Fits an Environmental Vector or Factor onto an Ordination

The function fits environmental vectors or factors onto an ordination. The projections of points onto vectors have maximum correlation with corresponding environmental variables, and the factors show the averages of factor levels. For continuous varaibles this is equal to fitting a linear trend surface (plane in 2D) for a variable (see ordisurf); this trend surface can be presented by showing its gradient (direction of steepest increase) using an arrow. The environmental variables are the dependent variables that are explained by the ordination scores, and each dependent variable is analysed separately.

Usage

# Default S3 method
envfit(ord, env, permutations = 999, strata = NULL, 
   choices=c(1,2),  display = "sites", w, na.rm = FALSE, ...)
# S3 method for class 'formula'
envfit(formula, data, ...)
# S3 method for class 'envfit'
plot(x, choices = c(1,2), labels, arrow.mul, at = c(0,0), 
   axis = FALSE, p.max = NULL, r2.min = NULL, col = "blue", bg, add = TRUE, ...)
# S3 method for class 'envfit'
scores(x, display, choices, arrow.mul=1, tidy = FALSE, ...)
vectorfit(X, P, permutations = 0, strata = NULL, w, ...)
factorfit(X, P, permutations = 0, strata = NULL, w, ...)

Arguments

ord: An ordination object or other structure from which the ordination scores can be extracted (including a data frame or matrix of scores).
env: Data frame, matrix or vector of environmental variables. The variables can be of mixed type (factors, continuous variables) in data frames.
X: Matrix or data frame of ordination scores.
P: Data frame, matrix or vector of environmental variable(s). These must be continuous for vectorfit and factors or characters for factorfit.
permutations: a list of control values for the permutations as returned by the function how, or the number of permutations required, or a permutation matrix where each row gives the permuted indices. Set permutations = 0 to skip permutations.
formula, data: Model formula and data.
na.rm: Remove points with missing values in ordination scores or environmental variables. The operation is casewise: the whole row of data is removed if there is a missing value and na.rm = TRUE.
x: A result object from envfit. For ordiArrowMul and ordiArrowTextXY this must be a two-column matrix (or matrix-like object) containing the coordinates of arrow heads on the two plot axes, and other methods extract such a structure from the envfit results.
choices: Axes to plotted.
tidy: Return scores that are compatible with ggplot2: all scores are in a single data.frame, score type is identified by factor variable scores ("vectors" or "factors"), the names by variable label. These scores are incompatible with conventional plot functions, but they can be used in ggplot2.
labels: Change plotting labels. The argument should be a list with elements vectors and factors which give the new plotting labels. If either of these elements is omitted, the default labels will be used. If there is only one type of elements (only vectors or only factors), the labels can be given as vector. The default labels can be displayed with labels command.
arrow.mul: Multiplier for vector lengths.
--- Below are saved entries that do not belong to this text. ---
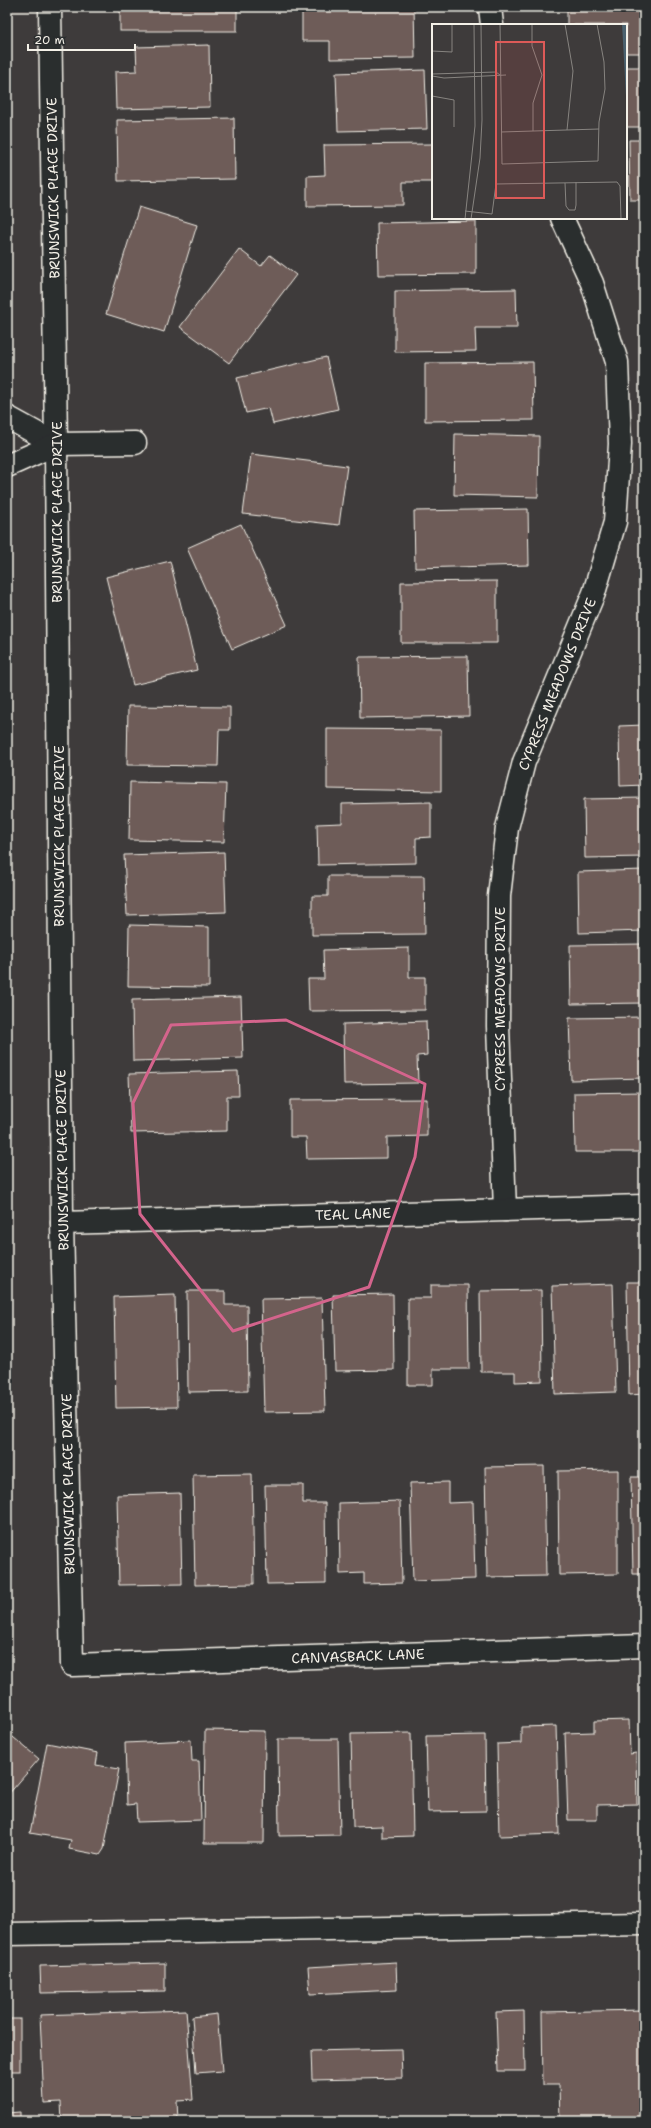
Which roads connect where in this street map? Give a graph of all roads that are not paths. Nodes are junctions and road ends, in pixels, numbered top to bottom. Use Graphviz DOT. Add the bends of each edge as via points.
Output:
graph roads {
  1 [pos="50,7"];
  2 [pos="490,7"];
  3 [pos="492,24"];
  4 [pos="562,219"];
  5 [pos="7,417"];
  6 [pos="135,443"];
  7 [pos="56,444"];
  8 [pos="7,466"];
  9 [pos="644,1206"];
  10 [pos="505,1210"];
  11 [pos="62,1223"];
  12 [pos="644,1646"];
  13 [pos="72,1665"];
  14 [pos="644,1924"];
  15 [pos="7,1934"];
  1 -- 7 [label="street, BRUNSWICK PLACE DRIVE"];
  2 -- 3 [label="street"];
  4 -- 10 [label="street, CYPRESS MEADOWS DRIVE" via="592,283 617,362 620,444 615,522 594,593 524,762 507,828 500,896 498,1011"];
  5 -- 7 [label="street"];
  6 -- 7 [label="street"];
  7 -- 8 [label="street"];
  7 -- 11 [label="street, BRUNSWICK PLACE DRIVE"];
  9 -- 10 [label="street, TEAL LANE"];
  10 -- 11 [label="street, TEAL LANE"];
  11 -- 13 [label="street, BRUNSWICK PLACE DRIVE"];
  12 -- 13 [label="street, CANVASBACK LANE"];
  14 -- 15 [label="street"];
}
The arrows are automatically scaled similarly as in plot.cca if this is not given in plot and add = TRUE. However, in scores it can be used to adjust arrow lengths when the plot function is not used.
at: The origin of fitted arrows in the plot. If you plot arrows in other places then origin, you probably have to specify arrrow.mul.
axis: Plot axis showing the scaling of fitted arrows.
p.max, r2.min: Maximum estimated \(P\) value and minimum \(r^2\) for displayed variables. You must calculate \(P\) values with setting permutations to use p.max.
col: Colour in plotting.
bg: Background colour for labels. If bg is set, the labels are displayed with ordilabel instead of text. See Examples for using semitransparent background.
add: Results added to an existing ordination plot.
strata: An integer vector or factor specifying the strata for permutation. If supplied, observations are permuted only within the specified strata.
display: In fitting functions these are ordinary site scores or linear combination scores ("lc") in constrained ordination (cca, rda, dbrda). In scores function they are either "vectors" or "factors" (with synonyms "bp" or "cn", resp.).
w: Weights used in fitting (concerns mainly cca and decorana results which have nonconstant weights).
...: Parameters passed to scores.

Details

Function envfit finds vectors or factor averages of environmental variables. Function plot.envfit adds these in an ordination diagram. If X is a data.frame, envfit uses factorfit for factor variables and vectorfit for other variables. If X is a matrix or a vector, envfit uses only vectorfit. Alternatively, the model can be defined a simplified model formula, where the left hand side must be an ordination result object or a matrix of ordination scores, and right hand side lists the environmental variables. The formula interface can be used for easier selection and/or transformation of environmental variables. Only the main effects will be analysed even if interaction terms were defined in the formula.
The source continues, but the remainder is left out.